A total of 14 female university students were detained in Turkey’s capital of Ankara on June 1 for alleged links to the Gülen movement, Bold Medya reported.
The students were reportedly put under psychological pressure while they were interrogated. They were threatened during interrogation and were told their detention would be prolonged if they did not cooperate with the authorities.
Most of the women were studying at the prestigious Middle Eastern Technical University (METU) and were charged with membership in a terrorist organization for allegedly taking part in the movement’s university activities.
Turkish President Recep Tayyip Erdoğan has been targeting followers of the Gülen movement, a faith-based group inspired by Turkish cleric Fethullah Gülen, since the corruption investigations of December 17-25, 2013, which implicated then-Prime Minister Erdoğan, his family members and his inner circle.
Dismissing the investigations as a Gülenist coup and conspiracy against his government, Erdoğan designated the movement as a terrorist organization and began to target its members.
Erdoğan intensified the crackdown on the movement following a coup attempt on July 15, 2016 that he accused Gülen of masterminding.

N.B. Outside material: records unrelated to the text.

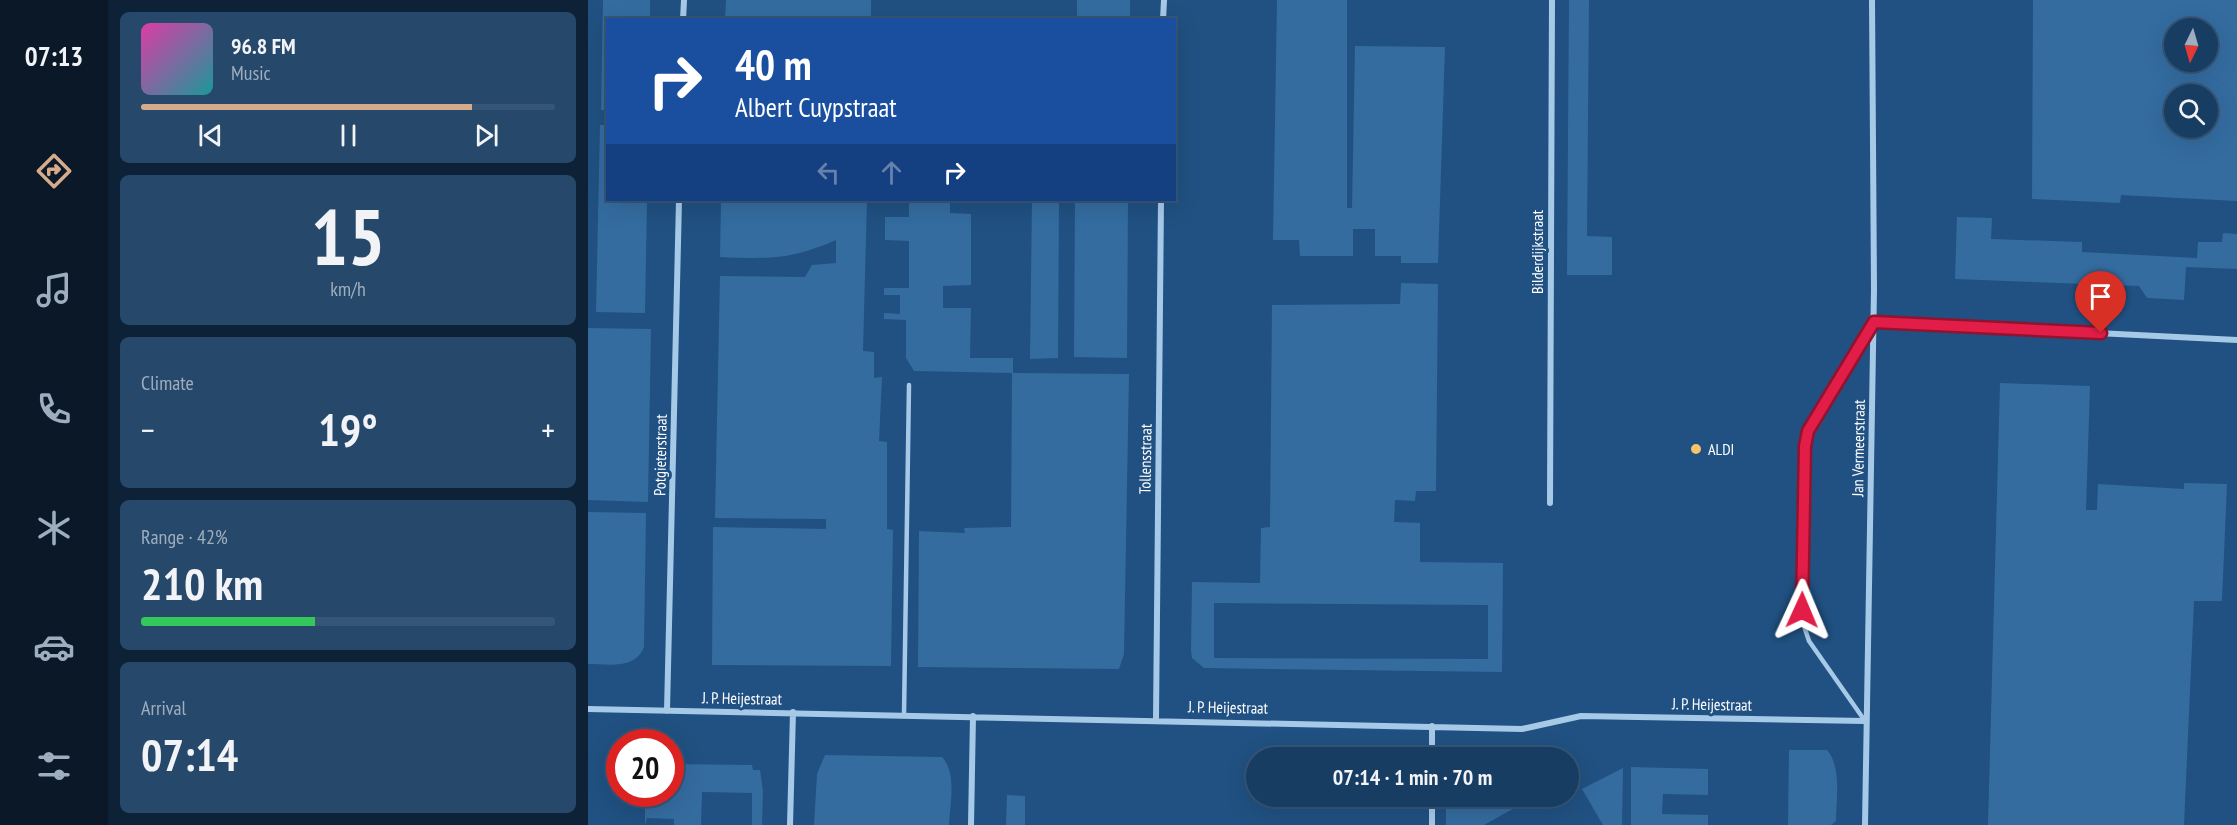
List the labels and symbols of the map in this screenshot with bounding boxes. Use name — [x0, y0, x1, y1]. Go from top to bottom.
north arrow — [2164, 18, 2218, 72]
street label: Bilderdijkstraat — [1527, 209, 1547, 294]
pin — [2075, 271, 2126, 333]
street label: Jan Vermeerstraat — [1847, 399, 1869, 498]
street label: Potgieterstraat — [649, 413, 671, 496]
street label: Tollensstraat — [1134, 423, 1156, 494]
place label: ALDI — [1708, 439, 1734, 459]
marker: ALDI — [1689, 442, 1703, 456]
position arrow — [1770, 578, 1834, 642]
street label: J. P. Heijestraat — [701, 687, 783, 709]
street label: J. P. Heijestraat — [1671, 693, 1753, 715]
street label: J. P. Heijestraat — [1187, 696, 1269, 718]
speed limit sign: 20 — [606, 729, 684, 807]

Gülen and the movement strongly deny involvement in the abortive putsch or any terrorist activity.
Turkish authorities have been targeting university students since the beginning of the purge. Students have not only been detained for long periods of time, but have also been subjected to ill-treatment in detention.

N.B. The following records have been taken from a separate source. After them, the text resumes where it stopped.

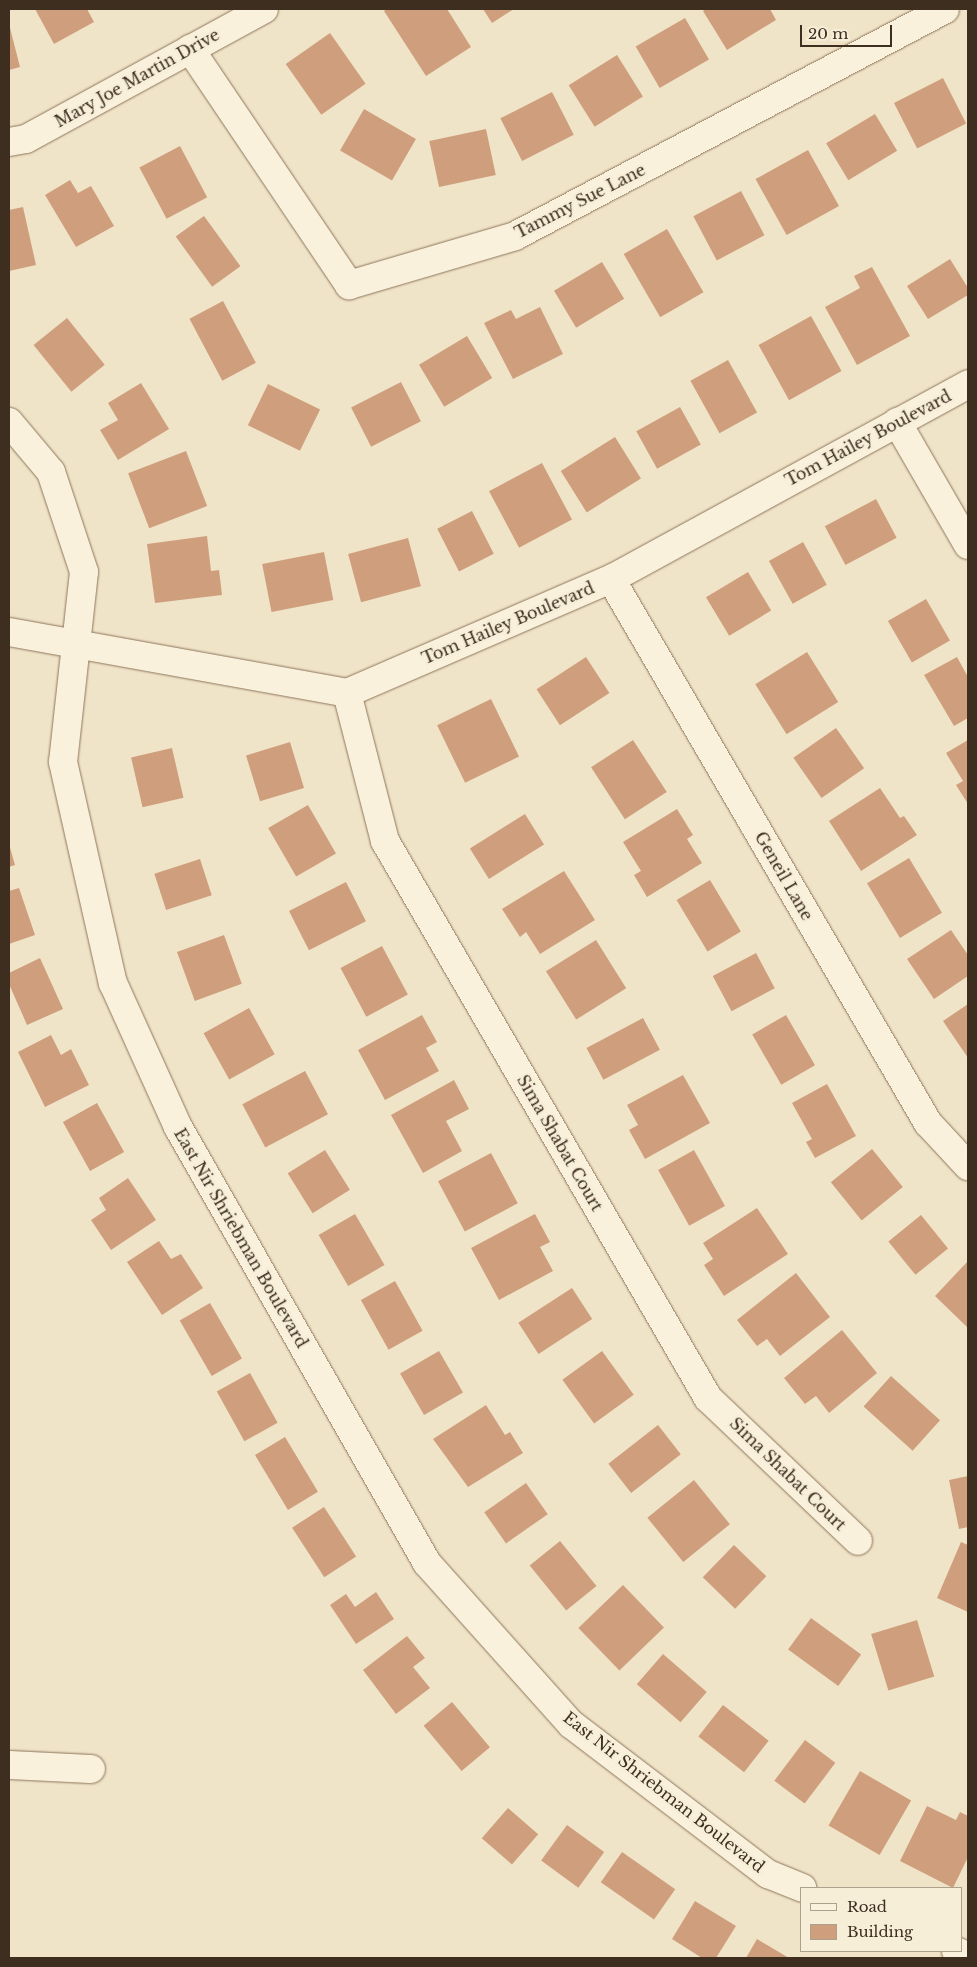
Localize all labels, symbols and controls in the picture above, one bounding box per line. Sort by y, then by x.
scale bar [802,15,894,47]
text: 20 m [808,24,848,43]
street label: Mary Joe Martin Drive [51,25,223,131]
street label: Tammy Sue Lane [511,160,649,242]
street label: Tom Hailey Boulevard [781,386,955,490]
street label: Tom Hailey Boulevard [419,578,597,668]
street label: Geneil Lane [751,828,817,924]
street label: Sima Shabat Court [513,1071,607,1215]
street label: East Nir Shriebman Boulevard [170,1125,312,1351]
street label: Sima Shabat Court [726,1414,850,1534]
street label: East Nir Shriebman Boulevard [559,1707,769,1877]
legend [800,1887,962,1952]
text: Road [847,1897,887,1916]
text: Building [847,1922,913,1941]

Turkish authorities detained 30 female students in the western city of Uşak last year, for alleged links to the movement. The students later said they were subjected to unlawful strip-searches and prevented from consulting their lawyers during interrogation. The students also said they were put under psychological pressure by the police.
Turkish Interior Minister Süleyman Soylu said on February 20, that a total of 622,646 people have been the subject of investigation and 301,932 have been detained, while 96,000 others have been jailed due to alleged links to the Gülen movement since the failed coup. The minister said there are currently 25,467 people in Turkey’s prisons who were jailed on alleged links to the movement.